Personal information
- Born: 11 December 2002 (age 23) Yekaterinburg, Sverdlovsk Oblast, Russia

Sport
- Country: Poland
- Sport: Speed skating
- Events: 5000m, allround

Medal record
Men's speed skating
Representing Poland
Olympic Games
| Silver medal – second place | 2026 Milano Cortina | 10000 m |
World Single Distances Championships
| Silver medal – second place | 2025 Hamar | 10000 m |
| Bronze medal – third place | 2025 Hamar | 5000 m |
World Allround Championships
| Bronze medal – third place | 2026 Heerenveen | Allround |
European Championships
| Gold medal – first place | 2026 Tomaszów Mazowiecki | 5000 m |
| Silver medal – second place | 2026 Tomaszów Mazowiecki | 1500 m |
Representing Russia
World Junior Championships
| Bronze medal – third place | 2022 Innsbruck | 5000 m |

= Vladimir Semirunniy =

Russian-Polish speed skater (born 2002)

Vladimir Sergeyevich Semirunniy (Владимир Сергеевич Семирунний) or Władimir Siemirunnij in Polish (born 11 December 2002), is a Polish speed skater. He won a silver and a bronze medal representing Poland at the 2025 World Championships. At the 2026 Winter Olympics, he won a silver medal in the 10,000 metres event. Semirunniy placed third at the 2026 World Allround Championships.

== Career ==
In January 2022, Semirunniy represented Russia and won a bronze medal at the World Junior Championships in Innsbruck. In February that year, Russia invaded Ukraine and Russian athletes were banned from international competitions. In that season, Semirunniy won the Russian national championships in the 5,000 meters.

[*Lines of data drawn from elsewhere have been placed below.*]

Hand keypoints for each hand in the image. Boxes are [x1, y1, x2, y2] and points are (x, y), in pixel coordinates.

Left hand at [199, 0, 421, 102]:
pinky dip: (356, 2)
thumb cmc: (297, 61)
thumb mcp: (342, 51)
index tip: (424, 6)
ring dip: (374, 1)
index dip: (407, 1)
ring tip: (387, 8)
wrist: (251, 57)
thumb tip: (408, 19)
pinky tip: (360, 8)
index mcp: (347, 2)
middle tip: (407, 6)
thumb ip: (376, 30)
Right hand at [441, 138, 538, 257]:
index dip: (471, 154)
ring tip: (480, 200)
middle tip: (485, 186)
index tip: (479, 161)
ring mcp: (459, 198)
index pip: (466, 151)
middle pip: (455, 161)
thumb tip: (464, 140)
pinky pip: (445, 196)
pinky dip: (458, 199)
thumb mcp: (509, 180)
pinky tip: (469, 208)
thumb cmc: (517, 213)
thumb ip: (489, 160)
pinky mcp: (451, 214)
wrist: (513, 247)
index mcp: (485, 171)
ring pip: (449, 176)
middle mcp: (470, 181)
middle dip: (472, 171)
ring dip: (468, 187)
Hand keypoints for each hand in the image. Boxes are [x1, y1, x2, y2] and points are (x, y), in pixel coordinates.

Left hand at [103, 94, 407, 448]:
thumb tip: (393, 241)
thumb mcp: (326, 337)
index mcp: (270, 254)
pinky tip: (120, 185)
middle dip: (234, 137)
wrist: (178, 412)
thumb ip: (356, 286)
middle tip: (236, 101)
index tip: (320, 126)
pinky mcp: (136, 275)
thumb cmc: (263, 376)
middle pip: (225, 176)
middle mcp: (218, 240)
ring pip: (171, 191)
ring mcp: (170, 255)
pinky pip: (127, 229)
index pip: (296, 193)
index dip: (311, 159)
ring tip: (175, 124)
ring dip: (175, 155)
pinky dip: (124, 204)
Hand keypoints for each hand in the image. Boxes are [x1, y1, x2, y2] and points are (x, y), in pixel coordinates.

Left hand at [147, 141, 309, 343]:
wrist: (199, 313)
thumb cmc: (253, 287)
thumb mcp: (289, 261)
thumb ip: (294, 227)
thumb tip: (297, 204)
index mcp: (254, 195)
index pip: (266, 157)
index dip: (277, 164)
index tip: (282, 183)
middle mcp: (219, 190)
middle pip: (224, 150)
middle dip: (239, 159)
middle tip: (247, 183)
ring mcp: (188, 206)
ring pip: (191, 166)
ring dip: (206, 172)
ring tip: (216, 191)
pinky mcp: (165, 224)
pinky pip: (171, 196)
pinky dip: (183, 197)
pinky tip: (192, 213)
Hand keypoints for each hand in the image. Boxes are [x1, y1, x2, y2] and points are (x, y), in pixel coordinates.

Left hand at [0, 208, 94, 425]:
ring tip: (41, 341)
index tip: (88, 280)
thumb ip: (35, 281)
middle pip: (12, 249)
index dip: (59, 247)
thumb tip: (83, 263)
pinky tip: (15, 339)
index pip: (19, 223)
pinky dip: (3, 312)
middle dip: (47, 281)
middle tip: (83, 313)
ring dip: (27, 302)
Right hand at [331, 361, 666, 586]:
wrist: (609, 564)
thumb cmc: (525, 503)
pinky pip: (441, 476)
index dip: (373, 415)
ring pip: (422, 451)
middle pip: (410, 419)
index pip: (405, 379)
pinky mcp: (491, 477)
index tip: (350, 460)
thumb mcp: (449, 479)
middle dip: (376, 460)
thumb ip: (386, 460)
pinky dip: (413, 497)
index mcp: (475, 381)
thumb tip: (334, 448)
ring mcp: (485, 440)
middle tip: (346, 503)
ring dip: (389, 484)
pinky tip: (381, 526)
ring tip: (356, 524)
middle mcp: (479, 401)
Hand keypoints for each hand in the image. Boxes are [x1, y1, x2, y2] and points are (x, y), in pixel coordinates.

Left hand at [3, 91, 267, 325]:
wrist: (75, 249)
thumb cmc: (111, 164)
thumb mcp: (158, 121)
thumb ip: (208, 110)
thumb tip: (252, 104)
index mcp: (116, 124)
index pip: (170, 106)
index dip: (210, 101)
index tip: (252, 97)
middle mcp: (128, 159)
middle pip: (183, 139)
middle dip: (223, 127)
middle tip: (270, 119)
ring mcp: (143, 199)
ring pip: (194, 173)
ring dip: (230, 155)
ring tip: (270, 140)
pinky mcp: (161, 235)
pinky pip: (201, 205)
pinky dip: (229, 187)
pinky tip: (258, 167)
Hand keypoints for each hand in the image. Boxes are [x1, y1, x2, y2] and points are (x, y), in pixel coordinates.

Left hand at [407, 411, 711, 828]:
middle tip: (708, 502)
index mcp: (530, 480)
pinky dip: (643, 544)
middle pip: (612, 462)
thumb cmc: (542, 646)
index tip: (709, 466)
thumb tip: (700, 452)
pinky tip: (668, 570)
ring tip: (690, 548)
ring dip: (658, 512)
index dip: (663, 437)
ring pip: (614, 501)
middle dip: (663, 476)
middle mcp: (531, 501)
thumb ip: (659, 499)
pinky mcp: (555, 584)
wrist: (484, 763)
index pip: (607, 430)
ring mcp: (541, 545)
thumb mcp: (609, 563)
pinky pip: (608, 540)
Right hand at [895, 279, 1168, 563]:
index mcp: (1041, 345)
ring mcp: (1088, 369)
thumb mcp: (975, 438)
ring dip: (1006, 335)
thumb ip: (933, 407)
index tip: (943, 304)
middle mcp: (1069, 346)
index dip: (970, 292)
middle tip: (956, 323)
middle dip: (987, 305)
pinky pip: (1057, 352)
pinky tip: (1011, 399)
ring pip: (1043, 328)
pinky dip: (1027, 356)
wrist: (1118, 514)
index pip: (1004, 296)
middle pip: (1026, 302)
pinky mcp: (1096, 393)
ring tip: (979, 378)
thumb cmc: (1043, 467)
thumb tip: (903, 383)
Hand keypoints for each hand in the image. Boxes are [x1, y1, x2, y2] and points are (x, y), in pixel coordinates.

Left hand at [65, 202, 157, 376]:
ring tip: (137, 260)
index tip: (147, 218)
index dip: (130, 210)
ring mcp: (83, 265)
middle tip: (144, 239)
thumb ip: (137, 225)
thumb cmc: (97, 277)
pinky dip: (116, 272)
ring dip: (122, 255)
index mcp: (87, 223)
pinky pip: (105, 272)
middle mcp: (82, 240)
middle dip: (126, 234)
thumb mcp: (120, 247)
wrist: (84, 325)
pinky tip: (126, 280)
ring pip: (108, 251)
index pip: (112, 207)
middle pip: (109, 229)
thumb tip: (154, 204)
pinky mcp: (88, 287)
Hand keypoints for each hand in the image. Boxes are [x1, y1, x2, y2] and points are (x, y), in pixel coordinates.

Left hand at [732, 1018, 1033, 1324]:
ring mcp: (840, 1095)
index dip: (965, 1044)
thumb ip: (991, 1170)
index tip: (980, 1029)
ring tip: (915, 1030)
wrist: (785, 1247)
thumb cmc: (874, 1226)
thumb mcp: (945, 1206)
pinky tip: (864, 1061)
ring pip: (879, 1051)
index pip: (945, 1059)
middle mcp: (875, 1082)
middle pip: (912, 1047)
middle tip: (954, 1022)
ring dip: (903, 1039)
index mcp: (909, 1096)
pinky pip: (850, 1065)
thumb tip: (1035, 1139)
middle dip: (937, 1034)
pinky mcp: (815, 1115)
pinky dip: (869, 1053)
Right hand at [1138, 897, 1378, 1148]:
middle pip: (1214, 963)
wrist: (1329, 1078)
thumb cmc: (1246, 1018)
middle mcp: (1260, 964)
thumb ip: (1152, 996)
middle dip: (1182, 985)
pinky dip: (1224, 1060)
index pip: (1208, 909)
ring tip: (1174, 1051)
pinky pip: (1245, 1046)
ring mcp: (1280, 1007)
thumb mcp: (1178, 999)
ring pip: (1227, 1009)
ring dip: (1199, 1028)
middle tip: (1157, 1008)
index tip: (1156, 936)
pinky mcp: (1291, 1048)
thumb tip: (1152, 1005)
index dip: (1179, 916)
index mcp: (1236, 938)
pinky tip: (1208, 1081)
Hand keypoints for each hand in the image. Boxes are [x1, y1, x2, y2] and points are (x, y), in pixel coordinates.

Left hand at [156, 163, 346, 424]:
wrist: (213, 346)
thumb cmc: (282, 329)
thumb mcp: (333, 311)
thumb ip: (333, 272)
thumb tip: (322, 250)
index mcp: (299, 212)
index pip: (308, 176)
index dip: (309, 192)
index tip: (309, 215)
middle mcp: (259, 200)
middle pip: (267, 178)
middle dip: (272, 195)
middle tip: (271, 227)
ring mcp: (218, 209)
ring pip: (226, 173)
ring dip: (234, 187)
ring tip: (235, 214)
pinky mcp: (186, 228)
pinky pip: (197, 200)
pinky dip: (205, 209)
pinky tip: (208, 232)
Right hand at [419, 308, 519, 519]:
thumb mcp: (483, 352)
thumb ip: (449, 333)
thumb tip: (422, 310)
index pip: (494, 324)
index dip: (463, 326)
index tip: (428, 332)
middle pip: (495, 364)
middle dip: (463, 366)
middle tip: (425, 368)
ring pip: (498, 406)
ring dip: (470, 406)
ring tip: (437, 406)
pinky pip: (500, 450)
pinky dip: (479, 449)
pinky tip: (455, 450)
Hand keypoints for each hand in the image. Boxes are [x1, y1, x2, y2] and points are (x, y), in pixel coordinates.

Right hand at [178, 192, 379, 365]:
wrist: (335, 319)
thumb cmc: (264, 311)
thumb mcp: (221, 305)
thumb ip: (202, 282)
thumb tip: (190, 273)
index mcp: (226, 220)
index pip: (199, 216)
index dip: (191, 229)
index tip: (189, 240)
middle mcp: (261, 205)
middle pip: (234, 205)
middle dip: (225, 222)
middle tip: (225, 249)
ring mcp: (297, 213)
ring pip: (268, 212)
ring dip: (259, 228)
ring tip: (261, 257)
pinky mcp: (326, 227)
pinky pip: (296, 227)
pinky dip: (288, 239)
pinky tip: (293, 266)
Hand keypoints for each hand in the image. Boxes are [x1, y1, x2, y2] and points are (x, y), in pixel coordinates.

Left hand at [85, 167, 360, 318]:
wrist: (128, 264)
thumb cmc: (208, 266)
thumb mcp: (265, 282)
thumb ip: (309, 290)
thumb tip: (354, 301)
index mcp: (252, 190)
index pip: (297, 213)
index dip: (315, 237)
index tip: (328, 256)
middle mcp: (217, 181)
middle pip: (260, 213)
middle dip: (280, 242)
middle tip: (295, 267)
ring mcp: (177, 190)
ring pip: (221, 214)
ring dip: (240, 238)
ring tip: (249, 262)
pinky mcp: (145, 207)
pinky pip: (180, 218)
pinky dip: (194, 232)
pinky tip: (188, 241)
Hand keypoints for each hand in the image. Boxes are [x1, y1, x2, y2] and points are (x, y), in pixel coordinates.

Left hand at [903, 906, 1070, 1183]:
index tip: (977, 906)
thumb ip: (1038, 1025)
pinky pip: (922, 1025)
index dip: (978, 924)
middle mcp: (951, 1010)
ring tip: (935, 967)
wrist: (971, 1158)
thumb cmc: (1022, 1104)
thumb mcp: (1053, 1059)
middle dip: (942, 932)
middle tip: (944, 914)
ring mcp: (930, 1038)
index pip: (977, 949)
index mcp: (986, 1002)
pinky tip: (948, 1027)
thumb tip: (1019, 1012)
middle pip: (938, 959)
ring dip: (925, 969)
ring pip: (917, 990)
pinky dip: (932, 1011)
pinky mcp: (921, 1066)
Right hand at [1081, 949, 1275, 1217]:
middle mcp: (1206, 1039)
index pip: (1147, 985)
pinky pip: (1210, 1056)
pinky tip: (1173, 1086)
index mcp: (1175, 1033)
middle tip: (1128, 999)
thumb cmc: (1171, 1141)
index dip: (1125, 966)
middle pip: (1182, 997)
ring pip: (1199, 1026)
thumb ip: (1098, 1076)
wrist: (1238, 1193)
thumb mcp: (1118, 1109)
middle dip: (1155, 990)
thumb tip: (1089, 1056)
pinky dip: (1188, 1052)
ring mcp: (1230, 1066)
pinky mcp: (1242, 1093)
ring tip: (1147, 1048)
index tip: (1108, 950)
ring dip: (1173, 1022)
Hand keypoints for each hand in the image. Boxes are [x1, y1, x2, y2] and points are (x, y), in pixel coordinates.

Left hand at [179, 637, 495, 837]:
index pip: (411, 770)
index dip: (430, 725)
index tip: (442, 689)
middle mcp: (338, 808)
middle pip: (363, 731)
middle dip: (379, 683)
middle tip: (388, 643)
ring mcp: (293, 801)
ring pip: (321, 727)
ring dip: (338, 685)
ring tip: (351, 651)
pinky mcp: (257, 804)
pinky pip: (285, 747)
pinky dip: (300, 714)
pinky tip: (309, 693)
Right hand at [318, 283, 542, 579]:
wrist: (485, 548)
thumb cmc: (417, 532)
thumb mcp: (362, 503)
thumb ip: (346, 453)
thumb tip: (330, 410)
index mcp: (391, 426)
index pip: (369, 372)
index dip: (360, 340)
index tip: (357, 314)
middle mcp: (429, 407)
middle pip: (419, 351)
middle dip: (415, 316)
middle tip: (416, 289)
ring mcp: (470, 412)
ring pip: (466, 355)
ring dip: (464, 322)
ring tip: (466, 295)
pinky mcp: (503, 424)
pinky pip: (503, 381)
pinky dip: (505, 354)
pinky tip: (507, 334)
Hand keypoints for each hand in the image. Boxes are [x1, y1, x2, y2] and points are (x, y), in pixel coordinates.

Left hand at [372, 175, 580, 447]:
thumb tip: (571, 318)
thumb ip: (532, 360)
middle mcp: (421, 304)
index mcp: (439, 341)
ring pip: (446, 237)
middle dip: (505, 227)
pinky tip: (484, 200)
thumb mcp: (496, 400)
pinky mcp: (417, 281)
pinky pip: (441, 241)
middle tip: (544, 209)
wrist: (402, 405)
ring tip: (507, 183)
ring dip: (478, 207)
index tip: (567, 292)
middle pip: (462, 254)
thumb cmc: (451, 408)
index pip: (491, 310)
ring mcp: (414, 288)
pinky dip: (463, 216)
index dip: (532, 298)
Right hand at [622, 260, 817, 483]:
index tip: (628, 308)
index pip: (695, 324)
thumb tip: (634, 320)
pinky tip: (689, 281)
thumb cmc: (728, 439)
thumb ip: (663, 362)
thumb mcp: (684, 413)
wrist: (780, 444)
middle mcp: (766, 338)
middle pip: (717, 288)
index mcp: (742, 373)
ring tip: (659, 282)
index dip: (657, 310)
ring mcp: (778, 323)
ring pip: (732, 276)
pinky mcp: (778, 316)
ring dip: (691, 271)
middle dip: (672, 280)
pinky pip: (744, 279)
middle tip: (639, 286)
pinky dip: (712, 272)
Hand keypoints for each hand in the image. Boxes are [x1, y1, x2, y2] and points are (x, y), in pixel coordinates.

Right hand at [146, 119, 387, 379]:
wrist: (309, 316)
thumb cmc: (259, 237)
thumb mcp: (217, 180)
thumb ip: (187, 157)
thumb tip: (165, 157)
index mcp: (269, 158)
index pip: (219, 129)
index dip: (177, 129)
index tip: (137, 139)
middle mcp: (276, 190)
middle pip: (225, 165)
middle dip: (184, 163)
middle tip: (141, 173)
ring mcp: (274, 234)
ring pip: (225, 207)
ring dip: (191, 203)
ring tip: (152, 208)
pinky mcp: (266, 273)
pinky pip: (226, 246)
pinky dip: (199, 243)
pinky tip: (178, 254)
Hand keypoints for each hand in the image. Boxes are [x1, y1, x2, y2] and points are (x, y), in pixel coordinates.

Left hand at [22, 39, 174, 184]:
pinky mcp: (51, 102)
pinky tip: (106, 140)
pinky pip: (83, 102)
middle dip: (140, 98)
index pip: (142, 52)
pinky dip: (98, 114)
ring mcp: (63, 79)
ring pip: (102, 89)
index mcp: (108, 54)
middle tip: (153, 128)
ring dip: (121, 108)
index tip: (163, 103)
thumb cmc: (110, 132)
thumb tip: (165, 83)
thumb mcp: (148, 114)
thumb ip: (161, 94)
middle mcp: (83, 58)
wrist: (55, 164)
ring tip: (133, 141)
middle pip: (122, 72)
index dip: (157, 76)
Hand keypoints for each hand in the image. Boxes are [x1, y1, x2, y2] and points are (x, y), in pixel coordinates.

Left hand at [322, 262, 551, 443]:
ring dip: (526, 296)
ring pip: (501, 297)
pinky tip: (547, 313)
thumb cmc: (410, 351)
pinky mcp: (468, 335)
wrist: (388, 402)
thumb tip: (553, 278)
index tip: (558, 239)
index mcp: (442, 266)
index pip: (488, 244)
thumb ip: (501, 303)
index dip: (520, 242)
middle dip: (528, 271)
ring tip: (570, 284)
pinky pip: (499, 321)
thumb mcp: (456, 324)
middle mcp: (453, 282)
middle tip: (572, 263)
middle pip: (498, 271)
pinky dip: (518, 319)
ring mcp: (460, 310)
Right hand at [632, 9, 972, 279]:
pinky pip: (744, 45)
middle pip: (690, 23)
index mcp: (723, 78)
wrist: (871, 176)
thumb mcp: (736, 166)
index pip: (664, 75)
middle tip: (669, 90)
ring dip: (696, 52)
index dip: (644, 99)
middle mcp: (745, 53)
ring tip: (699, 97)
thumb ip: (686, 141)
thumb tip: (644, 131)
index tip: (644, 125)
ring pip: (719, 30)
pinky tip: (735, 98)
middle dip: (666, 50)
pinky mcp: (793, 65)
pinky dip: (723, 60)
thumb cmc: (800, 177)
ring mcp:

In September 2022 he decided to leave Russia to pursue his international sports career. In Poland, he could train with the national team but faced a 14-month suspension from competitions.

In the 202425 season, Semirunniy became the national Polish allround speed skating champion and set a national record in the 10,000 meters. Later that season, he obtained a silver medal at the 10,000 meter race and a bronze medal at the 5,000-meter race of the 2025 World Championships in Hamar, Norway.

On 26 August 2025 he received Polish citizenship. Semirunniy won the silver medal at the 10,000 meter race of the 2026 Winter Olympics. It was Poland's second medal of the games. At the 2026 World Allround Championships, Semirunniy obtained the bronze medal.